I've written a custom authenticator which auths users based on their email address and not their username. This has broken logins at /admin, as it apparently doesn't allow an email to be used in the username field:

Is there a way I could get around this issue?
Here is the relevant login method from the admin app (unimportant detail elided):
def login(self, request):
from django.contrib.auth.models import User
# Check the password.
username = request.POST.get('username', None)
password = request.POST.get('password', None)
user = authenticate(username=username, password=password)
if user is None:
message = ERROR_MESSAGE
if username is not None and u'@' in username:
# Mistakenly entered e-mail address instead of username? Look it up.
try:
user = User.objects.get(email=username)
except (User.DoesNotExist, User.MultipleObjectsReturned):
message = _("Usernames cannot contain the '@' character.")
else:
if user.check_password(password):
message = _("Your e-mail address is not your username."

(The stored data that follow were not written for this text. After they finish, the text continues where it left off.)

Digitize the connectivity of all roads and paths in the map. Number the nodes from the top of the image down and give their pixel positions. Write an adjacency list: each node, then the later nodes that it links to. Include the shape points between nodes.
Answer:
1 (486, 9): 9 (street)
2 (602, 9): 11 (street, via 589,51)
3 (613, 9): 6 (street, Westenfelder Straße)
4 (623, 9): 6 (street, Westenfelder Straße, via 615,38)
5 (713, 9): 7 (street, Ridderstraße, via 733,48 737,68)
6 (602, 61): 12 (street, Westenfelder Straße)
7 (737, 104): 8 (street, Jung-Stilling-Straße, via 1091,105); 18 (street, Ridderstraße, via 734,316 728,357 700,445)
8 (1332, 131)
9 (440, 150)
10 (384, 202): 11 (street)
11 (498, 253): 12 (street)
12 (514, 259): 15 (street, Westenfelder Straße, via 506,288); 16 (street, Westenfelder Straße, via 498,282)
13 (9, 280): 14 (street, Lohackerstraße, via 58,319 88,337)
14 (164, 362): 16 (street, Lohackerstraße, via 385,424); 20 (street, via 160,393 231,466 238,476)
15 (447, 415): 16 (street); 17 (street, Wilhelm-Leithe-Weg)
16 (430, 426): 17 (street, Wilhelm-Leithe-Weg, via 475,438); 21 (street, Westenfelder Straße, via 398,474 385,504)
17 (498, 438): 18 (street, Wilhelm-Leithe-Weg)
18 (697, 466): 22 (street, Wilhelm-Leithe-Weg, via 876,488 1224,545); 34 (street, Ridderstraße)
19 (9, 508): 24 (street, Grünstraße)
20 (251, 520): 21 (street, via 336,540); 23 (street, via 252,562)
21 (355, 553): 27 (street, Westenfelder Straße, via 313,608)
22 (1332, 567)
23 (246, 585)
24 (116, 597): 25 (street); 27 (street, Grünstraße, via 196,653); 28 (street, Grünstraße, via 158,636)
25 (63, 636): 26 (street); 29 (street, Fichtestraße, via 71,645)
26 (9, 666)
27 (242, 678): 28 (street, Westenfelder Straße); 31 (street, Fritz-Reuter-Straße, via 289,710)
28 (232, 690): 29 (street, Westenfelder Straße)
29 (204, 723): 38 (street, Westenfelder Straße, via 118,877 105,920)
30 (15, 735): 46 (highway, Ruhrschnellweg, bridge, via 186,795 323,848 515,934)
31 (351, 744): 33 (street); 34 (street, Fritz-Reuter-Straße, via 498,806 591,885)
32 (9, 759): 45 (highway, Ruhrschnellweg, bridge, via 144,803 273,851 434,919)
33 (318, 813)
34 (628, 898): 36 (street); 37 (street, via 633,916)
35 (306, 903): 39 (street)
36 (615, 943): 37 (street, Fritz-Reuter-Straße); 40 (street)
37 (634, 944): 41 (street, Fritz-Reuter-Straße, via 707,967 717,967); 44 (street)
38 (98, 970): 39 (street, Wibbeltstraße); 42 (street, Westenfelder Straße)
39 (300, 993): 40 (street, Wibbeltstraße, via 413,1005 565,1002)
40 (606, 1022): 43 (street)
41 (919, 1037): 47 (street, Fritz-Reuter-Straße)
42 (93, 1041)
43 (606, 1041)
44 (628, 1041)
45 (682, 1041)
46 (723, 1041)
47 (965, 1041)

" Try '%s' instead.") % user.username
else:
message = _("Usernames cannot contain the '@' character.")
return self.display_login_form(request, message)
# The user data is correct; log in the user in and continue.
else:
if user.is_active and user.is_staff:
login(request, user)
return http.HttpResponseRedirect(request.get_full_path())
else:
return self.display_login_form(request, ERROR_MESSAGE)
login = never_cache(login)
See how it tries to authenticate with the POST data fields of username and password? Notice also, how they don't use a django Form to do authentication? This is purely based on using the built in login and authenticate methods of the auth contrib app. This means there isn't really an opportunity to change the form. Instead, you have to ensure that your custom authenticator is registered as an authentication backend.
AUTHENTICATION_BACKENDS = ('mysite.backends.EmailBackend',)
Since the built in admin login method only checks for the existence of an email address if the AUTH_BACKEND returns no user, it means you should be free to use the email address in the existing form. This should work, but if it doesn't (and you've already set the Auth Backend), below is an alternative method.
So, what you could do, is override the admin login template, and post to your own custom login view which uses your own authenticator.
To override the default login page:
cp [src dir]/django/django/contrib/admin/templates/admin/login.html [project root]/templates/admin/login.html
Next, you'll want to strip out the existing form action, and point it to your own view:
<form action="/custom/login" method="post" id="login-form">{% csrf_token %}
I'm assuming you already have a view that does authentication, so post directly to that, and do a redirect on success to the main admin site.